Choosing the Right Structures

First off, our LRU Cache has a capacity which is provided to the constructor. So we’ll need to store that value as an integer.

In addition, the LRU Cache holds key-value pairs. This is a hint that some type of associative array would be of use here. The first associative array I always look at is a hash map since it offers an expected constant runtime for search, insert, and delete operations. Now we have to look ahead and consider the potential limitations of using a hash table. The worst case runtime is $\mathcal{O}(n)$ for all operations and this will happen a lot if the hash function is bad or the table has to be resized often.
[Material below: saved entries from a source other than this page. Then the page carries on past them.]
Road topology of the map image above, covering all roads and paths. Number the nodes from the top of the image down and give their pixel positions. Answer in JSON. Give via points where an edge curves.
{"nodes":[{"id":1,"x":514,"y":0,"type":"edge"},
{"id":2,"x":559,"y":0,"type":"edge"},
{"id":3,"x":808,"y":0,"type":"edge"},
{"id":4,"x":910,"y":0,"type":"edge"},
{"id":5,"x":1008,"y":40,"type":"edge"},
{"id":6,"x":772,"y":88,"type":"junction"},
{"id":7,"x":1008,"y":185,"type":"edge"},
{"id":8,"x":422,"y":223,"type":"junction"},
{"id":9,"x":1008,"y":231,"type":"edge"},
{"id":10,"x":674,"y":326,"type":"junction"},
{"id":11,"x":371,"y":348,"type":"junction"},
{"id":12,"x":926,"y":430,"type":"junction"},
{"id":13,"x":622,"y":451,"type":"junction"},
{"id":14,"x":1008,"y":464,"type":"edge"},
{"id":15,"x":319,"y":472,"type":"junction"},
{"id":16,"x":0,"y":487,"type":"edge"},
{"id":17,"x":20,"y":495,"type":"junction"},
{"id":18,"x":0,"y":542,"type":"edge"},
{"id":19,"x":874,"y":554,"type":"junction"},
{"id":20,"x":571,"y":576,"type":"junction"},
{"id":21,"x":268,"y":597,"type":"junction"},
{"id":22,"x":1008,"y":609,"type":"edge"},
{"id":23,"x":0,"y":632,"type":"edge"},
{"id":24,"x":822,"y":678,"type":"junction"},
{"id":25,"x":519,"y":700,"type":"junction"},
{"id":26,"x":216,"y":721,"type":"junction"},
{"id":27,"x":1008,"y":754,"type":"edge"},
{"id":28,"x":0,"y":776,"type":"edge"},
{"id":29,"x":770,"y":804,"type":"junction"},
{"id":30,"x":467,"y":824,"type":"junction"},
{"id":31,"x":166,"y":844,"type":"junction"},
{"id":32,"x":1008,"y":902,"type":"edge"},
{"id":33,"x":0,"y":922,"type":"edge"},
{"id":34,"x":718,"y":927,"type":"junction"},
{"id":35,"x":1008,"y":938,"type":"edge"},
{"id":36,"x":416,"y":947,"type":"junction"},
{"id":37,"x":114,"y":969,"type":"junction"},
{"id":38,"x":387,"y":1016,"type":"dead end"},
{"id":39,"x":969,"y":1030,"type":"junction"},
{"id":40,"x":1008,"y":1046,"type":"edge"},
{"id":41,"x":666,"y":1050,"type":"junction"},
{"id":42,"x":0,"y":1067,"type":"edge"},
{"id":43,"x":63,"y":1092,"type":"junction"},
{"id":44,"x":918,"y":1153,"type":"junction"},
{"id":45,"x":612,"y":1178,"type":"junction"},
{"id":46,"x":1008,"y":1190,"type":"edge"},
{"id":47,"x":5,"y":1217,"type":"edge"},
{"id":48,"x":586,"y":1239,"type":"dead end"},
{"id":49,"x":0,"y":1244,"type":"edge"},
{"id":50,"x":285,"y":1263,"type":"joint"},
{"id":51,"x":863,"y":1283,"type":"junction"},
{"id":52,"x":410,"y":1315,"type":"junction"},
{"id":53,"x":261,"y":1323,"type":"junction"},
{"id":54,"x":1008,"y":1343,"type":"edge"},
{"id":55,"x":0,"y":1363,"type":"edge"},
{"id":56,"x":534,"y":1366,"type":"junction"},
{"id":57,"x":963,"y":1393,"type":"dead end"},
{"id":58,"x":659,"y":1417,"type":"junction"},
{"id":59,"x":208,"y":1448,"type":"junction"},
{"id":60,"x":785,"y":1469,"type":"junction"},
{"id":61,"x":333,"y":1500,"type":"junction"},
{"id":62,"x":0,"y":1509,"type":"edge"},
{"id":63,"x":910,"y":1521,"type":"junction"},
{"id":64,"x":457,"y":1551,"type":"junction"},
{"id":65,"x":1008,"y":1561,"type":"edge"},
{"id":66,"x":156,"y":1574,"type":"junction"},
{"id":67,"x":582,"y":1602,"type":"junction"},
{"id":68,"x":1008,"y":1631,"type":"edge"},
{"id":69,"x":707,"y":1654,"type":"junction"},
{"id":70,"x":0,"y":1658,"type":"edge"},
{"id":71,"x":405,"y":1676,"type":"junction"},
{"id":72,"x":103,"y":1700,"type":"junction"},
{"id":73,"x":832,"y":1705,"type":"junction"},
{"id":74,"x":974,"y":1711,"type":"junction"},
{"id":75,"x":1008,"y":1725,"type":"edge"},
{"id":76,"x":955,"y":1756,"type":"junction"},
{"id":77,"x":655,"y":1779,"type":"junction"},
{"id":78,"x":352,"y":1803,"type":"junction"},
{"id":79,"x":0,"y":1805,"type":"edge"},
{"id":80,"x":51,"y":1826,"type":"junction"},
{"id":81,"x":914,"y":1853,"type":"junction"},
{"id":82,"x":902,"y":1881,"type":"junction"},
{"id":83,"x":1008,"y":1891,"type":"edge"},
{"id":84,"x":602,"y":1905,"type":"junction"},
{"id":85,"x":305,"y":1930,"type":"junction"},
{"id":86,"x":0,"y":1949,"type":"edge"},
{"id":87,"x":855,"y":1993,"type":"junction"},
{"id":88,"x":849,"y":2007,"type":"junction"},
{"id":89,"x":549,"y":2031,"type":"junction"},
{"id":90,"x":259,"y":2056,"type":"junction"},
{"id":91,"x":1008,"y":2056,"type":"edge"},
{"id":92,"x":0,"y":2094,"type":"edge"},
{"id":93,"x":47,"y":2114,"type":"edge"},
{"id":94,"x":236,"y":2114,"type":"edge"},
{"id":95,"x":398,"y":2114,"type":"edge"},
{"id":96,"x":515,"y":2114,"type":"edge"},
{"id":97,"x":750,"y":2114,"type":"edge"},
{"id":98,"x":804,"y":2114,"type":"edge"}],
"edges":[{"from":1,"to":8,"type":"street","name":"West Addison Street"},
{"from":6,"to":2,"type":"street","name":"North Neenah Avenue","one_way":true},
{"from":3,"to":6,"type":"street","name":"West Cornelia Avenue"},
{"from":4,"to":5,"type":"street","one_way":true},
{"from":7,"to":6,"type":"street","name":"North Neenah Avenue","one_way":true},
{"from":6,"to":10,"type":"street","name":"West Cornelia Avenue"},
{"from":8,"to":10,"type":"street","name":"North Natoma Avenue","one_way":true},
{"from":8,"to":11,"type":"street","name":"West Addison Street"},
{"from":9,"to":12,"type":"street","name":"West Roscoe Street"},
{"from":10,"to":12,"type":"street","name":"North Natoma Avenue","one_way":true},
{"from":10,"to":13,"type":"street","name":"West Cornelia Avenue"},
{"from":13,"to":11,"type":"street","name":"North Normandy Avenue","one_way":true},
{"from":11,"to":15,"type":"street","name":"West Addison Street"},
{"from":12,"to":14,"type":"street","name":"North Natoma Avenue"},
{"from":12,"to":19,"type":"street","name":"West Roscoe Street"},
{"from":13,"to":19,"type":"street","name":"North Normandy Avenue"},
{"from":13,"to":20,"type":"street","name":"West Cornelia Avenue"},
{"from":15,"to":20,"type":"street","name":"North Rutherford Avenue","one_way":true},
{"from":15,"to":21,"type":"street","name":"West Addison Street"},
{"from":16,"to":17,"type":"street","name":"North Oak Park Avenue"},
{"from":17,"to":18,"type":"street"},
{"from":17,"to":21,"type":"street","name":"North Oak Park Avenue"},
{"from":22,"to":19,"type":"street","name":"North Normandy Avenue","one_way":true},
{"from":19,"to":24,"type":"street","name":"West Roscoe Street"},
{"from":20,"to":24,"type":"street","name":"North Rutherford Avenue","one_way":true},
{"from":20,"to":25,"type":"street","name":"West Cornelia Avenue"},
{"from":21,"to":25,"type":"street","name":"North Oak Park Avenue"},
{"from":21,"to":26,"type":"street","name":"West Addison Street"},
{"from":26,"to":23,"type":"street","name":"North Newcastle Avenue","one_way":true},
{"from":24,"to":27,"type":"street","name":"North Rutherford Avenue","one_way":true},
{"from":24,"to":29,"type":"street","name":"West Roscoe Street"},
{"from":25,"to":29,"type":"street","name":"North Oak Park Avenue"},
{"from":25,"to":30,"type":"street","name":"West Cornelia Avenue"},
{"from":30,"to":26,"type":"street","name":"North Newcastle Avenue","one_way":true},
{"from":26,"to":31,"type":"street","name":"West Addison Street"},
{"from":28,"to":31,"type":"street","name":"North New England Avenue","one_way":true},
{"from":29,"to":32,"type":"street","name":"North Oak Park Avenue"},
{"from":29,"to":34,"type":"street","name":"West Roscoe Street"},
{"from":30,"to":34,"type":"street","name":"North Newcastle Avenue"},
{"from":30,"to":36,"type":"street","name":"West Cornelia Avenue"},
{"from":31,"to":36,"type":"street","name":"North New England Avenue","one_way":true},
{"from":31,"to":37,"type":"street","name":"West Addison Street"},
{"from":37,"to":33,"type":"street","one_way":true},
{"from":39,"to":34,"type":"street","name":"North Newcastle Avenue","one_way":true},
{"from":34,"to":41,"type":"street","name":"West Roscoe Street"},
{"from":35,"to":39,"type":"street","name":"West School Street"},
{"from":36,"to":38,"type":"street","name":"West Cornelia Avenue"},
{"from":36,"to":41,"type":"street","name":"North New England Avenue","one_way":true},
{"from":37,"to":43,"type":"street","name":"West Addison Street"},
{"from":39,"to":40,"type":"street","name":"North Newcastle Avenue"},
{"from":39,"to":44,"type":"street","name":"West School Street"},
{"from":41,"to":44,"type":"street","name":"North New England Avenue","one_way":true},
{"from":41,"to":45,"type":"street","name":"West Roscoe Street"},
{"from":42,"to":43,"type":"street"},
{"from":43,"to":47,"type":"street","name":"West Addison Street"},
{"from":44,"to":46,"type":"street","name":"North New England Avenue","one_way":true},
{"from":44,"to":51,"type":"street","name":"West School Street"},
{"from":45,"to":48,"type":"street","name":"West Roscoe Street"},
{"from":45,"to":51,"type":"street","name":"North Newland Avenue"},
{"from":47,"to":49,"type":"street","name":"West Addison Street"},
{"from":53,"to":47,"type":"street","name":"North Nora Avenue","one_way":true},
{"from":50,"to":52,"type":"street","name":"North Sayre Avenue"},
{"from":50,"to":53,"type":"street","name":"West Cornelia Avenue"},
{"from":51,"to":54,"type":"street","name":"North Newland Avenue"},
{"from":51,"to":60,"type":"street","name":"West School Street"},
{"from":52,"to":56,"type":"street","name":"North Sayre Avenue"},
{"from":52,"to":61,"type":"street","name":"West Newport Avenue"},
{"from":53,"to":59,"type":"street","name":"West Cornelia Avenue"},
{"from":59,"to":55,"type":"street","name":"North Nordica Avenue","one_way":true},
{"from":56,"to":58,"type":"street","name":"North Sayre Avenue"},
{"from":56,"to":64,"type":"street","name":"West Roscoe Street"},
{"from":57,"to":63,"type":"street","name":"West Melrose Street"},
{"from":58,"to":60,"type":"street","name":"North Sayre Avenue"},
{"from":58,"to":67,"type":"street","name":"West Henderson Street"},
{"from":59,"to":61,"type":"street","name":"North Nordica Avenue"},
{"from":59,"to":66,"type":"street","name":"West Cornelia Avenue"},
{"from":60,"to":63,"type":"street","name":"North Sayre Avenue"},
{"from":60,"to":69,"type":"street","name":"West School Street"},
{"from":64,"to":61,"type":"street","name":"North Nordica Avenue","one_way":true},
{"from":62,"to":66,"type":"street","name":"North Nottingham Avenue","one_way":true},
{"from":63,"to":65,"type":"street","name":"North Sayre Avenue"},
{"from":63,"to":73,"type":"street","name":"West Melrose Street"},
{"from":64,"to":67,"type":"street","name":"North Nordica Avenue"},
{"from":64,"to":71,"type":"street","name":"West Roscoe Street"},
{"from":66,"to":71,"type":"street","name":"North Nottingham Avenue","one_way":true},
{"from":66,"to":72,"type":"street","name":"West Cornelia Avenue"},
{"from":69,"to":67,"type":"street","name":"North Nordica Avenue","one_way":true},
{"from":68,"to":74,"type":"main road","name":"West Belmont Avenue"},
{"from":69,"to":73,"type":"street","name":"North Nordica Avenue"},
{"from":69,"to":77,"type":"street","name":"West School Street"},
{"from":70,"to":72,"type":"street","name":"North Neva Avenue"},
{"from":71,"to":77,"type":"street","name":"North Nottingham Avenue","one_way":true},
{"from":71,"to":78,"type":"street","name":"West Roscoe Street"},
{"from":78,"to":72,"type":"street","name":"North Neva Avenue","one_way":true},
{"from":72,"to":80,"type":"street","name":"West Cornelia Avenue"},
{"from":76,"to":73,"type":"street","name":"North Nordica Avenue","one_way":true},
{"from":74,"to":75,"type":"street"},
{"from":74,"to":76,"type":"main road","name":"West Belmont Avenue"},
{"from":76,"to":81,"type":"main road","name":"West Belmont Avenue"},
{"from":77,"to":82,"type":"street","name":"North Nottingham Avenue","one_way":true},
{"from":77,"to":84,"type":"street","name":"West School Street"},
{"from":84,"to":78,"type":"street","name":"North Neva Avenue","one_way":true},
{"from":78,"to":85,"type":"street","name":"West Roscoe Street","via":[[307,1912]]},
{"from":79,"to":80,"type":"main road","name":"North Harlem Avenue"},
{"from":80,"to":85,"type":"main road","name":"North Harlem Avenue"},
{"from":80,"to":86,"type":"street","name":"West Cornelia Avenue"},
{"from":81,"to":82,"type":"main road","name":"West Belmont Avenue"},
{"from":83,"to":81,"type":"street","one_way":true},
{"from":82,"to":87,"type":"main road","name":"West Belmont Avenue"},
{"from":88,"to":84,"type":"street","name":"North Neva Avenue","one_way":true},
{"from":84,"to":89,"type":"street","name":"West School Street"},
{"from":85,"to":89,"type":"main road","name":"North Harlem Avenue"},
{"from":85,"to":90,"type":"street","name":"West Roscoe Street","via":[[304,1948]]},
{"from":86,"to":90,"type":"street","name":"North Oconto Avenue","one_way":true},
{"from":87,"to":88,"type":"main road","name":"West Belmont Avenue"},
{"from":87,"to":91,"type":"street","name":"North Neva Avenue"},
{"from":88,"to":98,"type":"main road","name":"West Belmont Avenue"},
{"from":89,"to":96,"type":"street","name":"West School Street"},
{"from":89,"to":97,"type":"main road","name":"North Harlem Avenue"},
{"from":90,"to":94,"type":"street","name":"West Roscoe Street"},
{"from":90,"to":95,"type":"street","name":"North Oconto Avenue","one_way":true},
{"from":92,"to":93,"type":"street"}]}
Fortunately, if we use a STL implementation of a hash table we are guaranteed to have a good hash function and our cache will always have a fixed size so we don’t have to worry about resizing if we make it large enough from the start. Another limitation of hash tables is that its contents aren’t ordered. This is a problem since we need to maintain some kind of order regarding the least recently used object. We don’t want to give up the speed of a hash table so this limitation drives our choice in what structure to use in conjunction with the hash table.

Our next choice needs to fill in the gaps left by the hash table. With a hash table we can quickly search for a value given any key but we can’t store the objects in order of least recently used. Clearly, some type of ordered list is necessary. The list needs to be able to quickly move an object that was recently used to the top of the list. Arrays insert and delete in linear time. This certainly isn’t ideal since, barring a special case, we need to move an object every time we use our LRU cache. This completely ruins any advantage we had by using a hash table. A linked list allows us to insert and delete in constant time and are an appealing choice. Again, we consider the limitations. In this case, we should be concerned with the linear access times in a list. Well, the hash map gives us constant access times to the value of a given key. What if we mapped the key to the node in the linked list containing the value for that key. We’d be able to find the node and move it in constant time!

At this point, we’re ready to define the members of our data structure. I’ve decided to define my own doubly-linked list. Pointers to both the head and tail of the list allow us to access both the most recently and least recently used objects quickly. I used the C++ STL unordered_map as my hash table and int to hold the capacity.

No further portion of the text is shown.